### Exercise material

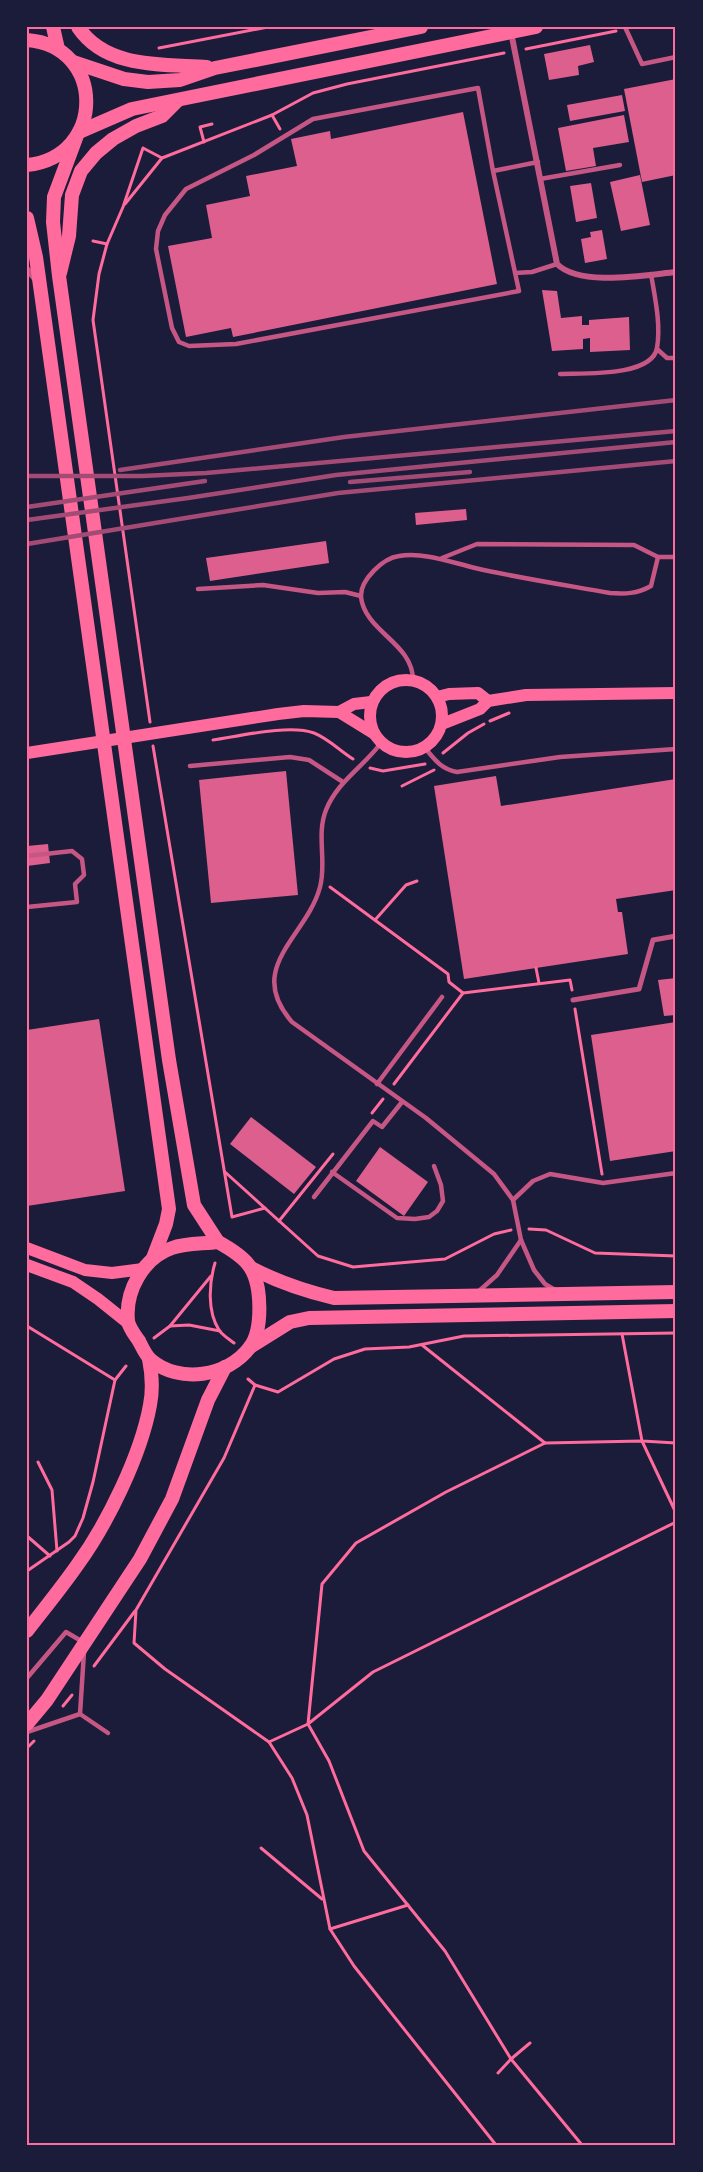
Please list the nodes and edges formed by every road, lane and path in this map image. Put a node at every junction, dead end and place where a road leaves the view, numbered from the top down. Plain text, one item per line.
1 (53, 27) edge
2 (78, 27) edge
3 (268, 27) edge
4 (421, 27) edge
5 (536, 27) edge
6 (626, 28) edge
7 (511, 32) junction
8 (27, 40) edge
9 (159, 48) dead end
10 (58, 49) junction
11 (514, 51) junction
12 (676, 57) edge
13 (73, 62) junction
14 (215, 68) junction
15 (177, 101) junction
16 (272, 115) junction
17 (212, 124) dead end
18 (278, 127) dead end
19 (78, 135) junction
20 (204, 142) junction
21 (162, 158) junction
22 (538, 162) junction
23 (27, 165) edge
24 (620, 165) dead end
25 (494, 171) junction
26 (540, 179) junction
27 (123, 207) junction
28 (27, 218) edge
29 (93, 241) dead end
30 (107, 244) junction
31 (557, 264) junction
32 (27, 269) edge
33 (676, 272) edge
34 (515, 273) junction
35 (651, 274) junction
36 (59, 276) junction
37 (39, 283) junction
38 (657, 350) junction
39 (676, 358) edge
40 (560, 374) dead end
41 (658, 557) junction
42 (676, 557) edge
43 (442, 558) junction
44 (198, 589) dead end
45 (361, 596) junction
46 (413, 680) junction
47 (676, 693) edge
48 (437, 697) junction
49 (488, 701) junction
50 (371, 702) junction
51 (339, 712) junction
52 (442, 724) junction
53 (150, 727) dead end
54 (152, 738) dead end
55 (377, 738) junction
56 (425, 748) junction
57 (676, 749) edge
58 (27, 753) edge
59 (190, 766) dead end
60 (441, 766) junction
61 (343, 782) junction
62 (402, 786) dead end
63 (27, 856) edge
64 (417, 881) dead end
65 (321, 886) junction
66 (27, 907) edge
67 (375, 920) junction
68 (676, 936) edge
69 (536, 968) dead end
70 (539, 983) junction
71 (463, 993) junction
72 (442, 997) dead end
73 (573, 1000) junction
74 (377, 1084) junction
75 (388, 1092) junction
76 (402, 1102) junction
77 (368, 1118) dead end
78 (335, 1152) dead end
79 (434, 1166) dead end
80 (224, 1171) junction
81 (332, 1172) junction
82 (676, 1173) edge
83 (603, 1183) junction
84 (314, 1197) dead end
85 (513, 1200) junction
86 (265, 1208) junction
87 (279, 1221) junction
88 (519, 1228) junction
89 (521, 1240) junction
90 (218, 1242) junction
91 (27, 1248) edge
92 (676, 1256) edge
93 (153, 1258) junction
94 (215, 1263) dead end
95 (27, 1265) edge
96 (251, 1268) junction
97 (143, 1269) junction
98 (212, 1275) junction
99 (676, 1292) edge
100 (562, 1294) junction
101 (474, 1296) junction
102 (676, 1311) edge
103 (128, 1323) junction
104 (27, 1326) edge
105 (170, 1326) junction
106 (220, 1330) junction
107 (676, 1333) edge
108 (622, 1334) junction
109 (153, 1339) dead end
110 (234, 1342) dead end
111 (421, 1345) junction
112 (250, 1347) junction
113 (149, 1359) junction
114 (126, 1366) dead end
115 (225, 1367) junction
116 (248, 1379) dead end
117 (114, 1380) junction
118 (255, 1385) junction
119 (642, 1441) junction
120 (545, 1443) junction
121 (676, 1443) edge
122 (38, 1462) dead end
123 (676, 1513) edge
124 (676, 1522) edge
125 (27, 1536) edge
126 (57, 1551) junction
127 (50, 1556) junction
128 (27, 1570) edge
129 (27, 1630) edge
130 (84, 1643) junction
131 (27, 1678) edge
132 (80, 1714) junction
133 (27, 1724) edge
134 (308, 1724) junction
135 (27, 1732) edge
136 (108, 1733) dead end
137 (269, 1742) junction
138 (261, 1848) dead end
139 (323, 1900) junction
140 (408, 1905) junction
141 (330, 1929) junction
142 (530, 2043) dead end
143 (511, 2059) junction
144 (498, 2073) dead end
145 (496, 2145) edge
146 (582, 2145) edge

1 - 10 main road
2 - 14 main road
3 - 9 path
4 - 14 main road
5 - 7 main road
6 - 11 path
6 - 12 lane
7 - 11 street
7 - 15 main road
8 - 10 main road
10 - 13 main road
11 - 16 path
11 - 22 street
13 - 14 main road
13 - 19 main road
15 - 19 main road
15 - 36 main road
16 - 18 path
16 - 20 path
17 - 20 path
19 - 23 main road
19 - 36 main road
20 - 21 path
21 - 27 path
21 - 27 path
22 - 25 lane
22 - 26 street
24 - 26 lane
25 - 34 lane
25 - 34 lane
26 - 31 street
27 - 30 path
28 - 37 main road
29 - 30 path
30 - 53 path
31 - 34 lane
31 - 35 street
32 - 37 street
33 - 35 street
35 - 38 lane
36 - 90 main road
37 - 93 main road
38 - 39 lane
38 - 40 lane
41 - 42 lane
41 - 43 lane
41 - 43 lane
43 - 45 lane
44 - 45 lane
45 - 46 lane
46 - 48 main road
46 - 50 main road
47 - 49 main road
48 - 49 main road
48 - 52 main road
49 - 52 main road
50 - 51 main road
50 - 55 main road
51 - 55 main road
51 - 58 main road
52 - 56 main road
54 - 80 path
55 - 56 main road
55 - 61 lane
56 - 60 lane
57 - 60 lane
59 - 61 lane
60 - 62 path
61 - 65 lane
63 - 66 lane
64 - 67 path
65 - 67 path
65 - 74 lane
67 - 71 path
68 - 73 street
69 - 70 path
70 - 71 path
70 - 73 path
71 - 75 path
72 - 74 lane
73 - 83 path
74 - 75 lane
75 - 76 lane
75 - 77 path
76 - 81 lane
76 - 85 lane
78 - 87 path
79 - 81 lane
80 - 86 path
80 - 86 path
81 - 84 lane
82 - 83 lane
83 - 85 lane
85 - 88 lane
86 - 87 path
87 - 88 path
88 - 89 lane
88 - 92 path
89 - 100 lane
89 - 101 lane
90 - 93 main road
90 - 96 main road
91 - 97 main road
93 - 97 main road
94 - 98 path
95 - 103 main road
96 - 101 main road
96 - 112 main road
97 - 103 main road
98 - 105 path
98 - 106 path
99 - 100 main road
100 - 101 main road
102 - 112 main road
103 - 113 main road
104 - 117 path
105 - 106 path
105 - 109 path
106 - 110 path
107 - 108 path
108 - 111 path
108 - 119 path
111 - 118 path
111 - 120 path
112 - 115 main road
113 - 115 main road
113 - 129 main road
114 - 117 path
115 - 130 main road
116 - 118 path
117 - 126 path
118 - 137 path
119 - 120 path
119 - 121 path
119 - 123 path
120 - 134 path
122 - 126 path
124 - 134 path
125 - 127 path
126 - 127 path
127 - 128 path
130 - 131 lane
130 - 132 lane
130 - 133 main road
132 - 135 lane
132 - 136 lane
134 - 137 path
134 - 140 path
137 - 139 path
138 - 139 path
139 - 141 path
140 - 141 path
140 - 143 path
141 - 145 path
142 - 143 path
143 - 144 path
143 - 146 path

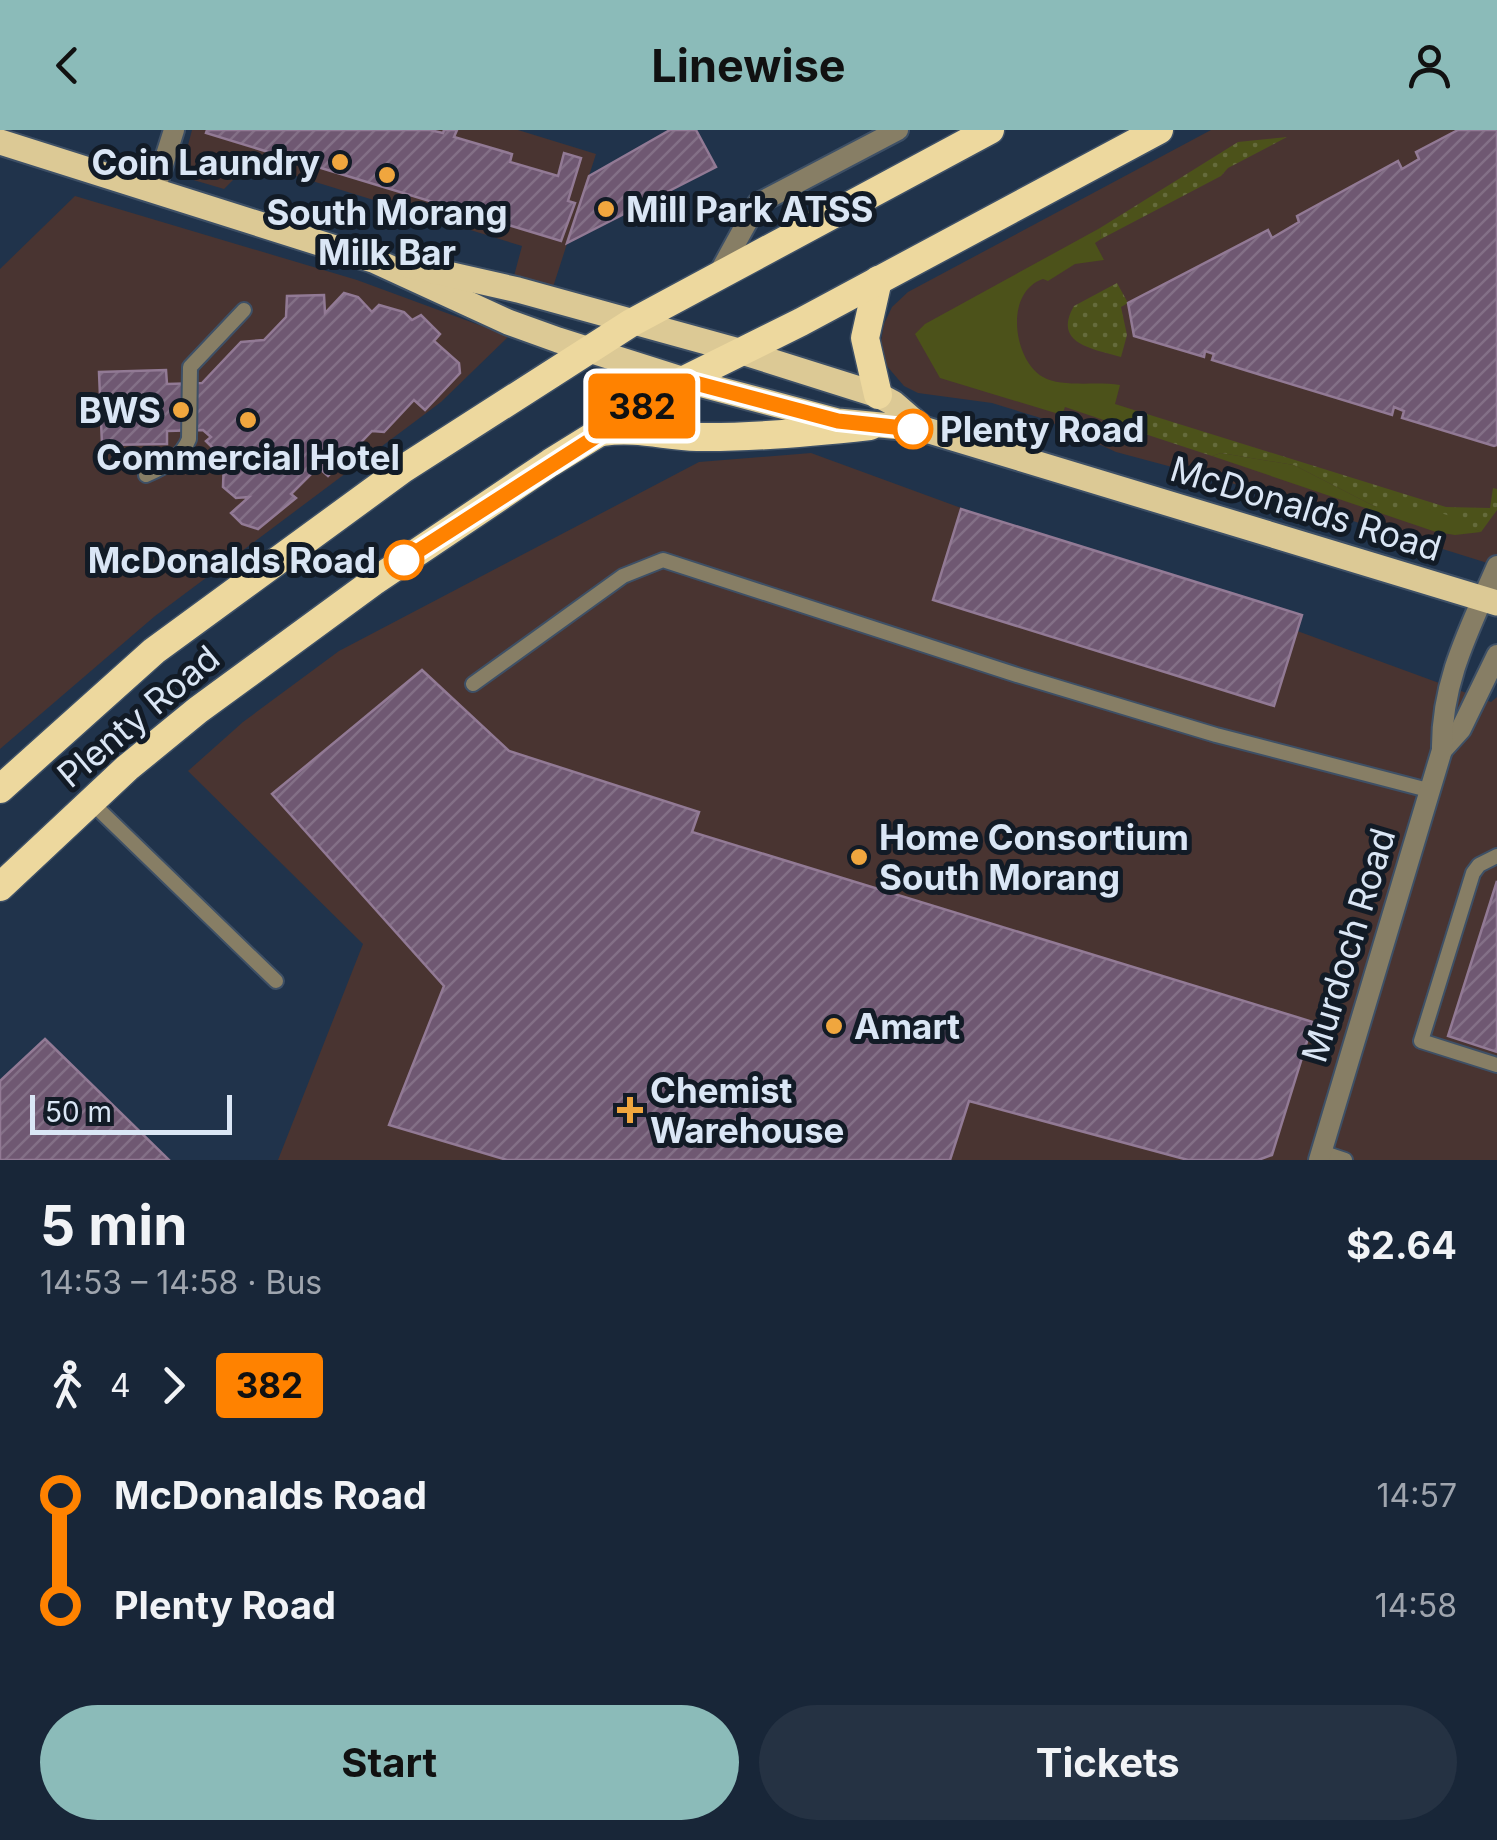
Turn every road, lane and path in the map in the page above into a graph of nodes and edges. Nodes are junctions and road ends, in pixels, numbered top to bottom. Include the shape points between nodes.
1 (174, 130) edge
2 (898, 130) edge
3 (990, 130) edge
4 (1159, 130) edge
5 (0, 142) edge
6 (155, 190) junction
7 (373, 260) junction
8 (718, 275) junction
9 (878, 280) junction
10 (244, 310) dead end
11 (631, 323) junction
12 (586, 349) junction
13 (738, 351) junction
14 (684, 380) junction
15 (878, 396) junction
16 (870, 426) junction
17 (923, 430) junction
18 (601, 433) junction
19 (146, 475) dead end
20 (1497, 566) edge
21 (1490, 600) edge
22 (1497, 655) edge
23 (472, 684) dead end
24 (1442, 750) junction
25 (0, 789) edge
26 (1428, 790) junction
27 (91, 802) junction
28 (1497, 856) edge
29 (0, 887) edge
30 (276, 981) dead end
31 (1497, 1066) edge
32 (1320, 1156) edge
33 (1345, 1160) edge

1 - 6 street
2 - 8 street via 757,204
3 - 8 highway, Plenty Road
4 - 9 highway, Plenty Road
5 - 6 main road
6 - 7 main road
7 - 11 main road, McDonalds Road
7 - 12 main road, McDonalds Road via 508,322
8 - 11 highway, Plenty Road
9 - 13 highway, Plenty Road
9 - 15 highway via 865,338
10 - 19 lane via 190,366 186,447
11 - 12 highway, Plenty Road
11 - 13 main road, McDonalds Road
12 - 14 main road, McDonalds Road
12 - 25 highway, Plenty Road via 403,469 154,651
13 - 14 highway, Plenty Road
13 - 15 main road, McDonalds Road
14 - 16 main road, McDonalds Road
14 - 18 highway, Plenty Road
15 - 17 main road, McDonalds Road
16 - 17 main road, McDonalds Road
16 - 18 highway via 714,436
17 - 21 main road, McDonalds Road
18 - 27 highway, Plenty Road via 357,593 198,710
20 - 21 street, Murdoch Road
21 - 24 street, Murdoch Road via 1444,703
22 - 24 street, Murdoch Road via 1461,729
23 - 26 lane via 622,576 662,560 1167,720
24 - 26 street, Murdoch Road
26 - 32 street, Murdoch Road
27 - 29 highway, Plenty Road
27 - 30 lane
28 - 31 lane via 1473,872 1421,1041
32 - 33 lane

######

## Task statement
Lines of the data above that include the string "highway" must each be copied.

## Answer to this problem
3 - 8 highway, Plenty Road
4 - 9 highway, Plenty Road
8 - 11 highway, Plenty Road
9 - 13 highway, Plenty Road
9 - 15 highway via 865,338
11 - 12 highway, Plenty Road
12 - 25 highway, Plenty Road via 403,469 154,651
13 - 14 highway, Plenty Road
14 - 18 highway, Plenty Road
16 - 18 highway via 714,436
18 - 27 highway, Plenty Road via 357,593 198,710
27 - 29 highway, Plenty Road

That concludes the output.